Print the data exactly as written, but leave out each picture.

= Beginning of Section =

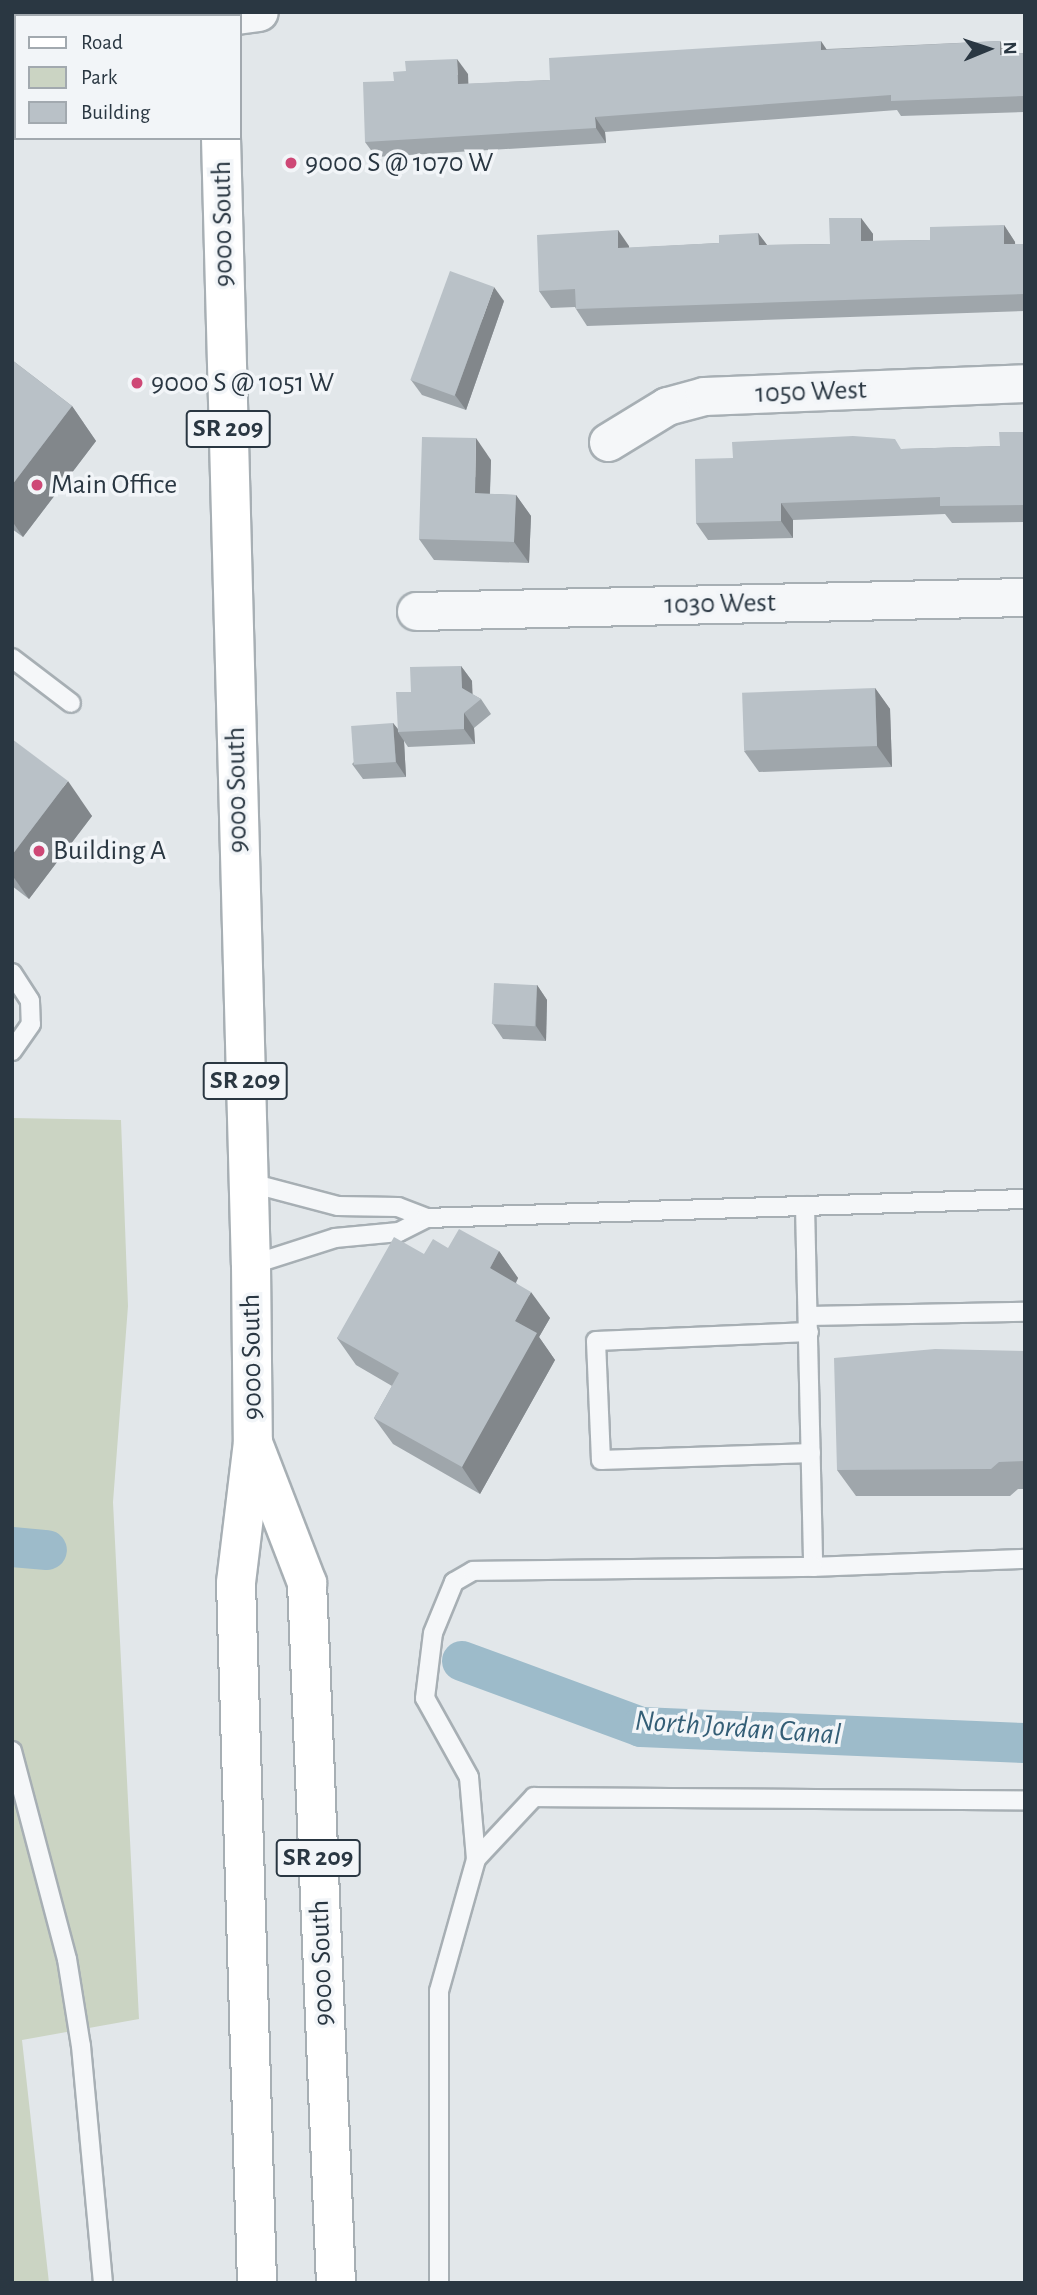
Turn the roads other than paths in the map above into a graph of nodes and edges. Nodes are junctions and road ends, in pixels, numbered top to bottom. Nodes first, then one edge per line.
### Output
1 (221, 140) edge
2 (1025, 383) edge
3 (608, 442) dead end
4 (1025, 597) edge
5 (416, 611) dead end
6 (12, 658) edge
7 (71, 703) dead end
8 (12, 972) edge
9 (12, 1051) edge
10 (247, 1182) junction
11 (1025, 1199) edge
12 (805, 1206) junction
13 (426, 1218) junction
14 (251, 1265) junction
15 (1025, 1312) edge
16 (809, 1324) junction
17 (253, 1442) junction
18 (811, 1453) junction
19 (1025, 1559) edge
20 (813, 1567) junction
21 (12, 1751) edge
22 (1025, 1800) edge
23 (476, 1859) junction
24 (103, 2283) edge
25 (257, 2283) edge
26 (336, 2283) edge
27 (439, 2283) edge

1 - 10 main road, 9000 South / SR 209
2 - 3 street, 1050 West
4 - 5 street, 1030 West
6 - 7 lane
8 - 9 lane
10 - 13 lane
10 - 14 main road, 9000 South / SR 209
11 - 12 lane
12 - 13 lane
12 - 16 lane
13 - 14 lane
14 - 17 main road, 9000 South / SR 209
15 - 16 lane
16 - 18 lane
16 - 18 lane
17 - 25 main road, 9000 South / SR 209
17 - 26 main road, 9000 South / SR 209
18 - 20 lane
19 - 20 lane
20 - 23 lane
21 - 24 lane
22 - 23 lane
23 - 27 lane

= End of Section =

Response for this exercise:
Turn the roads other than paths in the map above into a graph of nodes and edges. Nodes are junctions and road ends, in pixels, numbered top to bottom. Nodes first, then one edge per line.
### Output
1 (221, 140) edge
2 (1025, 383) edge
3 (608, 442) dead end
4 (1025, 597) edge
5 (416, 611) dead end
6 (12, 658) edge
7 (71, 703) dead end
8 (12, 972) edge
9 (12, 1051) edge
10 (247, 1182) junction
11 (1025, 1199) edge
12 (805, 1206) junction
13 (426, 1218) junction
14 (251, 1265) junction
15 (1025, 1312) edge
16 (809, 1324) junction
17 (253, 1442) junction
18 (811, 1453) junction
19 (1025, 1559) edge
20 (813, 1567) junction
21 (12, 1751) edge
22 (1025, 1800) edge
23 (476, 1859) junction
24 (103, 2283) edge
25 (257, 2283) edge
26 (336, 2283) edge
27 (439, 2283) edge

1 - 10 main road, 9000 South / SR 209
2 - 3 street, 1050 West
4 - 5 street, 1030 West
6 - 7 lane
8 - 9 lane
10 - 13 lane
10 - 14 main road, 9000 South / SR 209
11 - 12 lane
12 - 13 lane
12 - 16 lane
13 - 14 lane
14 - 17 main road, 9000 South / SR 209
15 - 16 lane
16 - 18 lane
16 - 18 lane
17 - 25 main road, 9000 South / SR 209
17 - 26 main road, 9000 South / SR 209
18 - 20 lane
19 - 20 lane
20 - 23 lane
21 - 24 lane
22 - 23 lane
23 - 27 lane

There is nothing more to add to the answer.